Stored data entries:
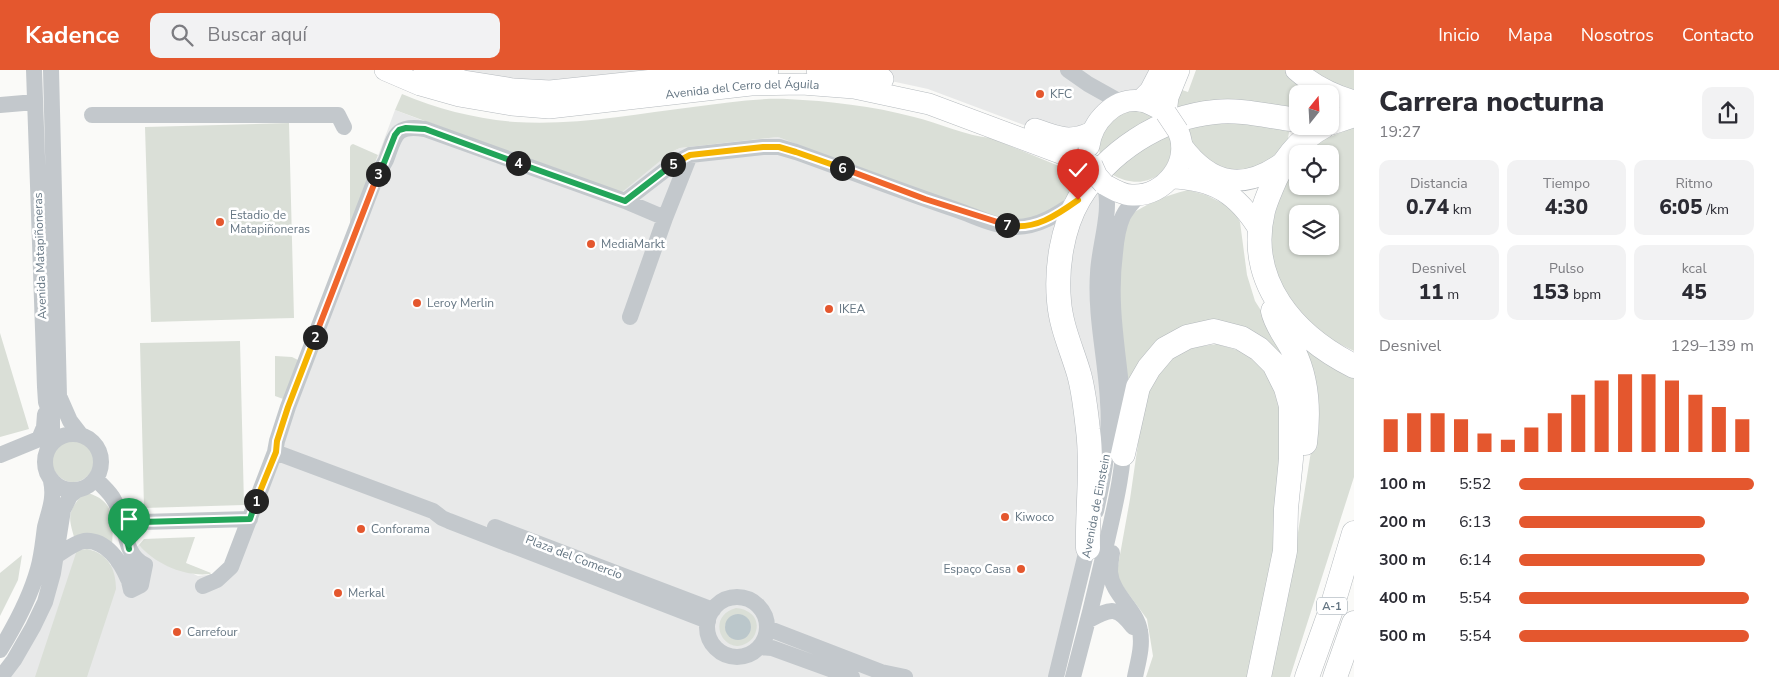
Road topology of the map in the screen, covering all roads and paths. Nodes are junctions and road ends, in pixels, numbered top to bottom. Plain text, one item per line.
1 (34, 70) edge
2 (51, 70) edge
3 (385, 70) edge
4 (424, 70) edge
5 (768, 70) edge
6 (817, 70) edge
7 (1068, 70) edge
8 (1161, 70) edge
9 (1179, 70) edge
10 (1296, 70) edge
11 (1088, 84) junction
12 (35, 102) junction
13 (1131, 102) junction
14 (1354, 102) edge
15 (0, 105) edge
16 (1166, 113) junction
17 (92, 115) dead end
18 (1289, 119) edge
19 (1097, 125) junction
20 (344, 127) dead end
21 (1310, 135) edge
22 (1180, 139) junction
23 (690, 155) junction
24 (1284, 161) junction
25 (1092, 165) junction
26 (1171, 178) junction
27 (1104, 184) junction
28 (1139, 195) junction
29 (1078, 200) junction
30 (625, 201) junction
31 (665, 218) junction
32 (1260, 231) junction
33 (1270, 290) junction
34 (630, 317) dead end
35 (1352, 365) edge
36 (46, 402) junction
37 (80, 434) junction
38 (52, 442) junction
39 (276, 452) junction
40 (0, 454) edge
41 (1123, 454) junction
42 (51, 481) junction
43 (86, 486) junction
44 (1118, 496) junction
45 (250, 519) junction
46 (123, 520) junction
47 (1354, 533) edge
48 (1088, 548) junction
49 (1285, 551) junction
50 (56, 556) junction
51 (203, 586) dead end
52 (710, 615) junction
53 (1089, 620) junction
54 (1354, 623) edge
55 (767, 628) junction
56 (1140, 646) junction
57 (760, 647) junction
58 (0, 650) edge
59 (885, 674) edge
60 (1, 677) edge
61 (852, 677) edge
62 (905, 677) edge
63 (1056, 677) edge
64 (1074, 677) edge
65 (1135, 677) edge
66 (1259, 677) edge
67 (1307, 677) edge
68 (1335, 677) edge

1 - 12 street, Avenida Matapiñoneras
2 - 37 street, Avenida Matapiñoneras
3 - 25 main road, Avenida del Cerro del Águila
4 - 5 main road, Avenida del Cerro del Águila
6 - 19 main road, Avenida del Cerro del Águila
7 - 11 street
8 - 13 main road
9 - 16 main road
10 - 14 main road
11 - 13 street
11 - 19 street
12 - 15 street
12 - 36 street, Avenida Matapiñoneras
13 - 16 main road
13 - 19 main road
16 - 22 main road, bridge
17 - 20 street
18 - 29 highway
19 - 25 main road
21 - 24 highway
22 - 24 main road
22 - 26 main road
23 - 29 street
23 - 30 street
23 - 31 street
24 - 32 highway
25 - 27 main road, bridge
26 - 28 main road
26 - 32 main road
27 - 28 main road
27 - 48 street, Avenida de Einstein
28 - 41 street, Avenida de Einstein
29 - 48 highway
30 - 31 street
30 - 39 street
31 - 34 street
32 - 33 highway
33 - 35 highway
33 - 49 highway
36 - 38 street, Avenida Matapiñoneras
36 - 40 street
37 - 38 street
37 - 43 street
38 - 42 street
39 - 45 street
39 - 52 street, Plaza del Comercio
41 - 44 street, Avenida de Einstein
41 - 49 highway
42 - 43 street
42 - 58 street
43 - 46 street
43 - 50 street
44 - 53 street, Avenida de Einstein
44 - 56 street
45 - 46 street
45 - 51 street
46 - 50 street
47 - 67 highway, A-1
48 - 63 street, Avenida de Einstein
49 - 66 highway
50 - 60 street
52 - 55 street
52 - 57 street
53 - 56 street
53 - 64 street, Avenida de Einstein
54 - 68 highway, A-1
55 - 57 street
55 - 59 street
56 - 65 street
57 - 61 street
59 - 62 street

* _Instructions for the task_
From the data above, copy each line that has the string "dead".

* _Output of the task_
17 (92, 115) dead end
20 (344, 127) dead end
34 (630, 317) dead end
51 (203, 586) dead end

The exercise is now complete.